▸ **PROBLEM DETAILS**:
The expected answer is a bare count of the lines in the data below that contain "Haven".

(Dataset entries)
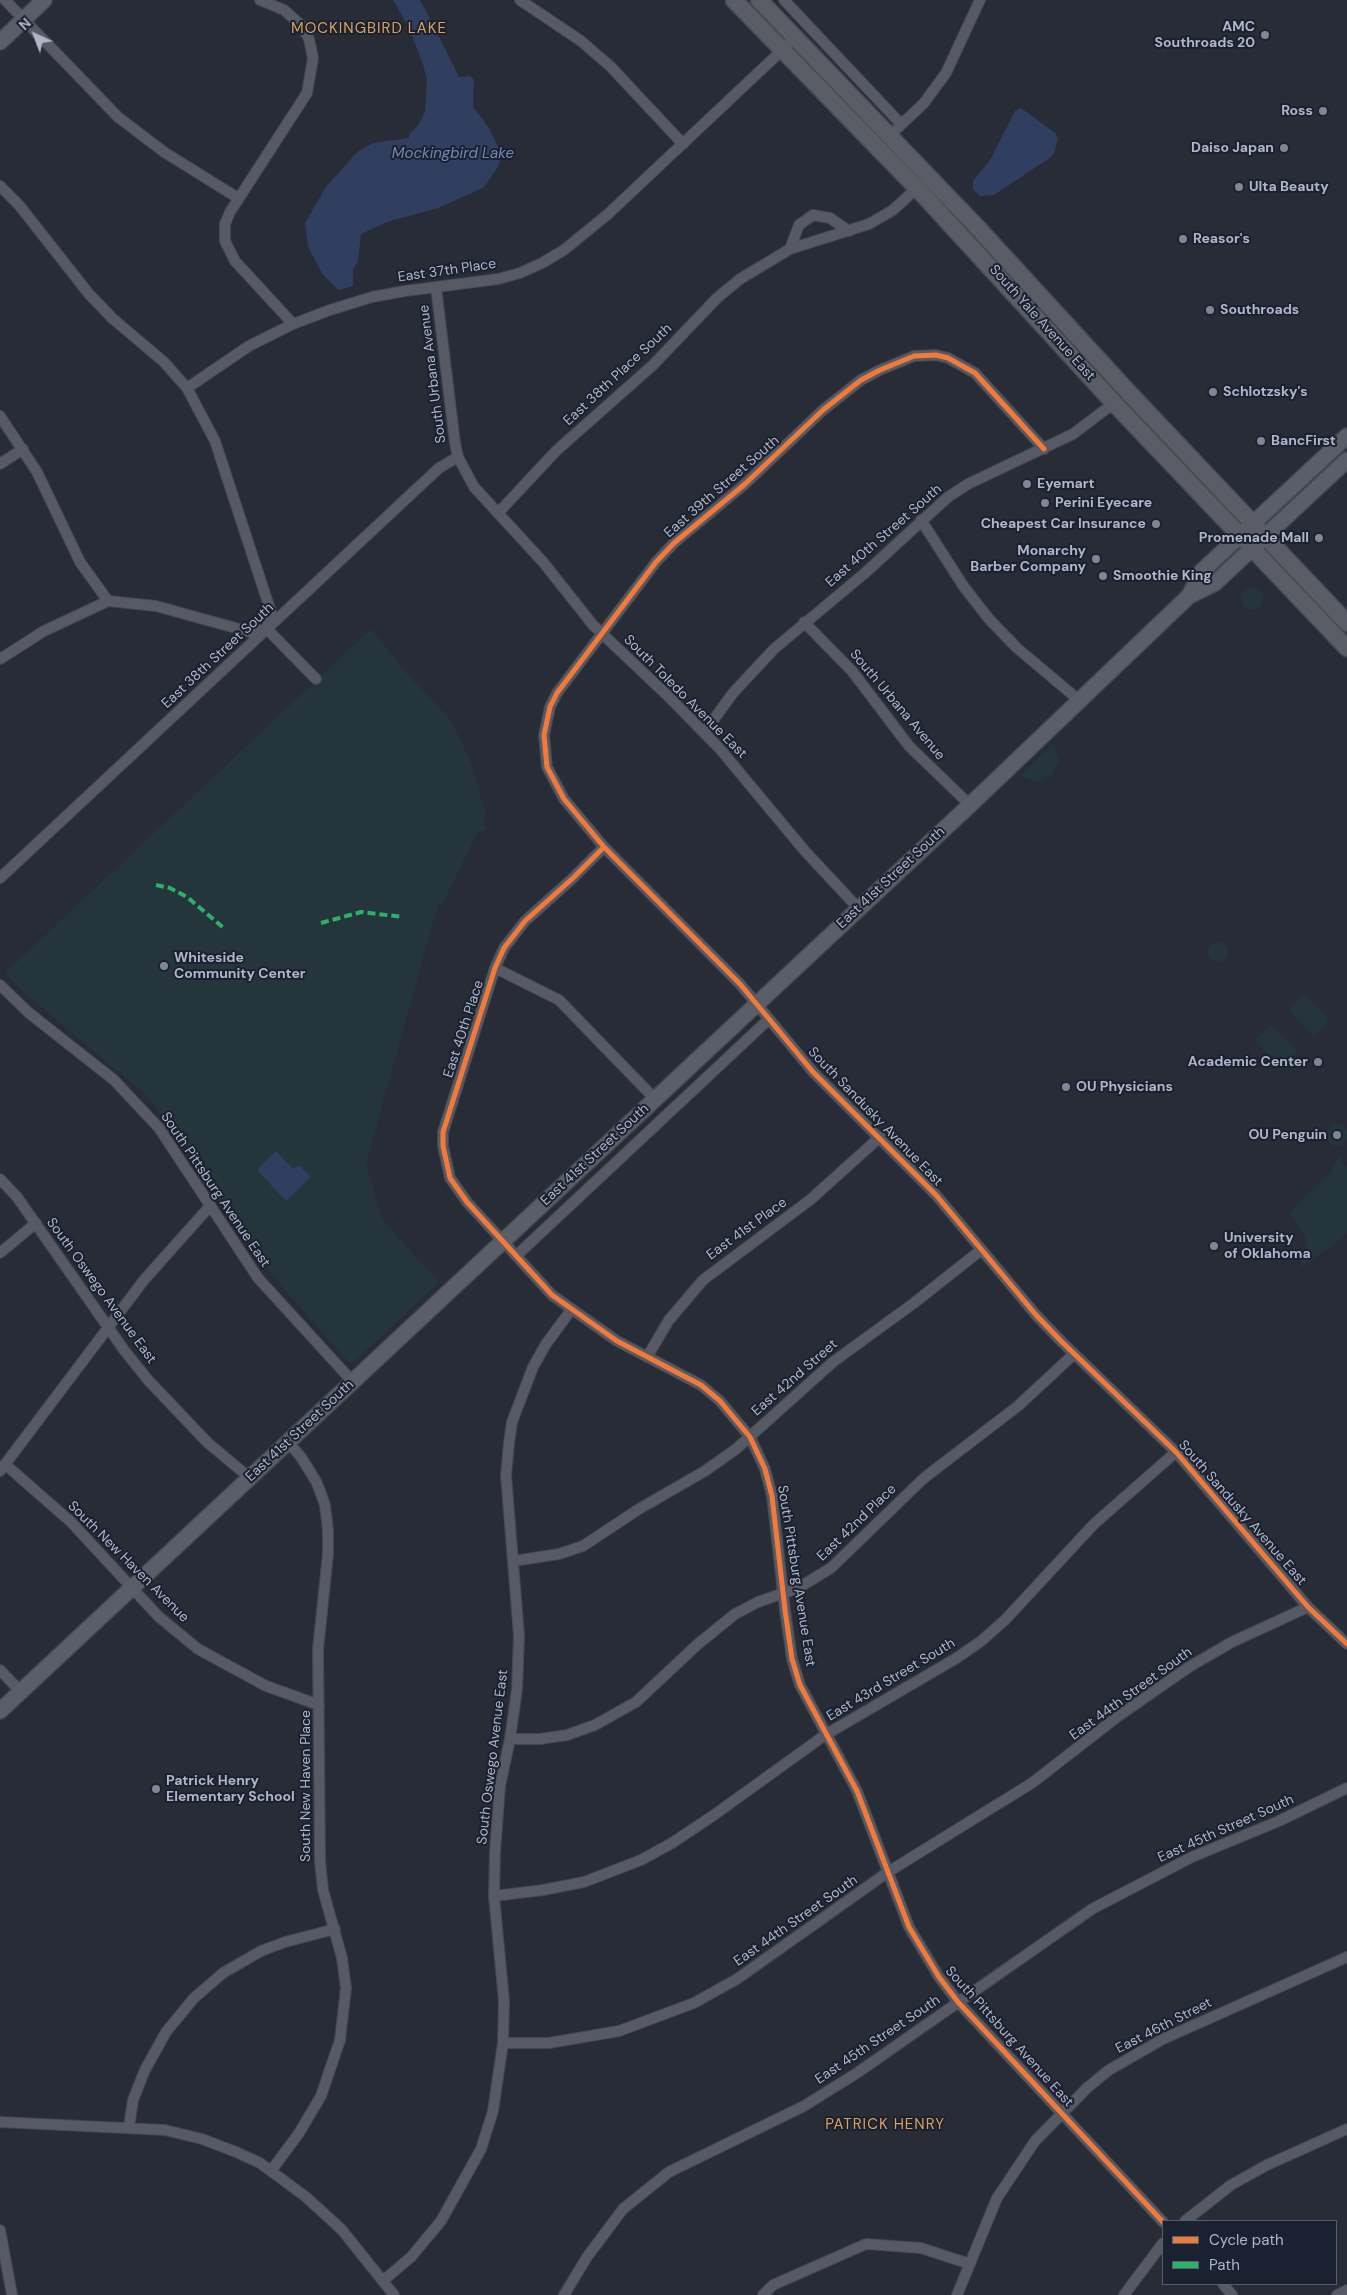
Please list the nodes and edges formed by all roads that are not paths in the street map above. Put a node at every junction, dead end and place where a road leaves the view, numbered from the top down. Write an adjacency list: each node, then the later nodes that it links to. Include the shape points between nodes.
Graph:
1 (5, 0): 9 (street)
2 (44, 0): 9 (main road)
3 (260, 0): 19 (street, via 284,10 301,25 309,39 313,58 307,93)
4 (520, 0): 15 (street, via 611,67)
5 (734, 0): 12 (main road, South Yale Avenue East)
6 (759, 0): 10 (main road, South Yale Avenue East)
7 (784, 0): 13 (street)
8 (980, 0): 13 (street, via 946,73 924,103)
9 (24, 19): 11 (main road); 19 (street, via 96,97 139,135)
10 (796, 38): 12 (street, East 37th Place); 14 (main road, South Yale Avenue East)
11 (0, 42)
12 (782, 51): 15 (street, East 37th Place); 16 (main road, South Yale Avenue East)
13 (901, 124): 14 (street)
14 (889, 135): 16 (street); 35 (main road, South Yale Avenue East)
15 (682, 144): 22 (street, East 37th Place, via 583,235 542,263 498,279)
16 (877, 148): 18 (main road, South Yale Avenue East)
17 (0, 186): 24 (street, via 19,205 89,294 164,362)
18 (917, 188): 20 (street, East 38th Place South, via 881,217); 25 (main road, South Yale Avenue East)
19 (238, 198): 23 (street, via 225,224 228,250)
20 (849, 231): 21 (street, East 38th Place South); 21 (street, via 830,218 814,214 799,225)
21 (790, 249): 33 (street, East 38th Place South, via 756,267 717,298 653,365 556,451)
22 (436, 287): 23 (street, East 37th Place, via 372,297); 30 (street, South Urbana Avenue)
23 (293, 324): 24 (street, East 37th Place, via 249,346)
24 (187, 388): 43 (street, via 215,441 272,612)
25 (1114, 403): 29 (street, East 40th Street South, via 1073,434); 36 (main road, South Yale Avenue East)
26 (0, 416): 28 (street)
27 (1347, 436): 35 (main road, East 41st Street South)
28 (23, 449): 32 (street); 40 (street, via 80,562)
29 (1044, 449): 34 (street, East 40th Street South, via 968,484); 44 (street, East 39th Street South, via 975,373 961,363 936,355 914,356 880,370 861,380 823,410 745,484 674,543)
30 (458, 458): 33 (street, South Toledo Avenue East, via 474,487); 43 (street, East 38th Street South, via 439,468)
31 (1347, 460): 37 (main road, East 41st Street South)
32 (0, 464)
33 (498, 513): 44 (street, South Toledo Avenue East)
34 (921, 520): 41 (street, East 40th Street South); 49 (street, via 989,619 1017,648)
35 (1252, 523): 36 (main road, East 41st Street South); 37 (main road, South Yale Avenue East)
36 (1239, 535): 38 (main road, South Yale Avenue East); 39 (main road, East 41st Street South, via 1202,571)
37 (1266, 537): 38 (main road, East 41st Street South); 42 (main road, South Yale Avenue East)
38 (1252, 549): 39 (main road, East 41st Street South, via 1215,583); 45 (main road, South Yale Avenue East)
39 (1189, 596): 49 (main road, East 41st Street South)
40 (108, 601): 43 (street, via 156,606 250,632); 46 (street, via 44,631)
41 (804, 622): 50 (street, East 40th Street South, via 734,693); 51 (street, South Urbana Avenue, via 852,670 910,746)
42 (1347, 623)
43 (267, 629): 47 (street); 53 (street, East 38th Street South)
44 (602, 634): 48 (street, East 39th Street South); 50 (street, South Toledo Avenue East)
45 (1347, 648)
46 (0, 659)
47 (316, 679)
48 (557, 693): 52 (street, South Sandusky Avenue East, via 546,720 547,767 564,799)
49 (1080, 701): 51 (main road, East 41st Street South)
50 (704, 733): 54 (street, South Toledo Avenue East)
51 (970, 805): 54 (main road, East 41st Street South)
52 (604, 847): 55 (street, East 40th Place, via 524,921 504,948); 57 (street, South Sandusky Avenue East)
53 (0, 878)
54 (858, 908): 57 (main road, East 41st Street South)
55 (495, 968): 59 (street, via 559,1000); 64 (street, East 40th Place, via 446,1124 443,1146 450,1178)
56 (0, 985): 62 (street, South Pittsburg Avenue East, via 29,1013 135,1100 167,1138)
57 (756, 1004): 58 (street, South Sandusky Avenue East); 59 (main road, East 41st Street South)
58 (768, 1020): 60 (street, South Sandusky Avenue East, via 813,1072); 67 (street, East 41st Street South)
59 (655, 1099): 64 (main road, East 41st Street South)
60 (880, 1137): 65 (street, South Sandusky Avenue East, via 936,1195); 71 (street, East 41st Place, via 810,1200 703,1280 669,1320)
61 (0, 1179): 63 (street, South Oswego Avenue East)
62 (210, 1206): 69 (street, via 161,1258); 72 (street, South Pittsburg Avenue East, via 258,1278)
63 (36, 1223): 66 (street); 69 (street, South Oswego Avenue East)
64 (502, 1241): 67 (street, South Pittsburg Avenue East); 72 (main road, East 41st Street South)
65 (981, 1250): 70 (street, South Sandusky Avenue East, via 1025,1303); 73 (street, East 42nd Street, via 833,1362)
66 (0, 1253)
67 (516, 1256): 68 (street, South Pittsburg Avenue East, via 552,1295)
68 (571, 1310): 71 (street, South Pittsburg Avenue East); 78 (street, South Oswego Avenue East, via 532,1368 512,1422 506,1475)
69 (109, 1327): 76 (street); 77 (street, South Oswego Avenue East, via 173,1409)
70 (1074, 1354): 75 (street, South Sandusky Avenue East); 80 (street, East 42nd Place, via 1018,1406 924,1478 832,1568 814,1580)
71 (647, 1357): 73 (street, South Pittsburg Avenue East, via 710,1392)
72 (353, 1382): 74 (main road, East 41st Street South)
73 (750, 1437): 78 (street, East 42nd Street, via 705,1471 583,1546 559,1554); 80 (street, South Pittsburg Avenue East, via 765,1469 772,1496)
74 (288, 1442): 77 (main road, East 41st Street South); 85 (street, South New Haven Place, via 310,1470 325,1505 328,1554 318,1649)
75 (1176, 1452): 81 (street, South Sandusky Avenue East); 87 (street, East 43rd Street South, via 1094,1524 1005,1620 980,1642)
76 (3, 1468): 79 (street, South New Haven Avenue, via 71,1522)
77 (250, 1478): 79 (main road, East 41st Street South)
78 (512, 1561): 88 (street, South Oswego Avenue East, via 519,1636 517,1689)
79 (132, 1589): 84 (main road, East 41st Street South); 85 (street, South New Haven Avenue, via 198,1649 266,1686)
80 (783, 1593): 87 (street, South Pittsburg Avenue East, via 792,1659 800,1685); 88 (street, East 42nd Place, via 734,1614 644,1696 619,1714 567,1735)
81 (1308, 1607): 82 (street, South Sandusky Avenue East); 90 (street, East 44th Street South, via 1232,1642 1189,1667 1117,1717 1032,1783)
82 (1347, 1644)
83 (0, 1670): 84 (street)
84 (21, 1692): 86 (main road, East 41st Street South)
85 (319, 1705): 92 (street, South New Haven Place, via 320,1861 323,1890)
86 (0, 1711)
87 (826, 1735): 90 (street, South Pittsburg Avenue East, via 857,1791); 91 (street, East 43rd Street South, via 714,1815 641,1860 584,1882)
88 (510, 1739): 91 (street, South Oswego Avenue East, via 500,1786)
89 (1347, 1788): 94 (street, East 45th Street South, via 1192,1857 1129,1889 1092,1910)
90 (888, 1872): 94 (street, South Pittsburg Avenue East, via 920,1948); 95 (street, East 44th Street South, via 737,1979 694,2003 619,2031 549,2043)
91 (494, 1896): 95 (street, South Oswego Avenue East, via 504,2001)
92 (335, 1929): 98 (street, via 261,1951 223,1973 194,1998 166,2032 145,2070); 100 (street, South New Haven Place, via 346,1988 340,2040 321,2096)
93 (1347, 1957): 96 (street, East 46th Street, via 1137,2052 1109,2070)
94 (958, 2002): 96 (street, South Pittsburg Avenue East); 111 (street, East 45th Street South, via 804,2106 668,2172 622,2210)
95 (503, 2043): 106 (street, via 493,2111 481,2149 441,2221 411,2257)
96 (1061, 2113): 102 (street, South Pittsburg Avenue East); 105 (street, East 46th Street, via 1035,2141 996,2198)
97 (0, 2122): 98 (street)
98 (129, 2127): 100 (street, via 165,2130 202,2139)
99 (1347, 2129): 101 (street, via 1267,2165 1231,2186)
100 (272, 2171): 106 (street, via 342,2230)
101 (1186, 2220)
102 (1162, 2221)
103 (0, 2230): 109 (street)
104 (1162, 2244): 114 (street)
105 (970, 2264): 112 (street, via 921,2248 866,2244 773,2285); 113 (street, East 46th Street)
106 (384, 2280): 110 (street)
107 (1224, 2285): 115 (street)
108 (1347, 2290): 116 (street)
109 (12, 2295)
110 (394, 2295)
111 (564, 2295)
112 (764, 2295)
113 (958, 2295)
114 (1124, 2295)
115 (1232, 2295)
116 (1337, 2295)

▸ **RESPONSE TO THE EXERCISE**:
5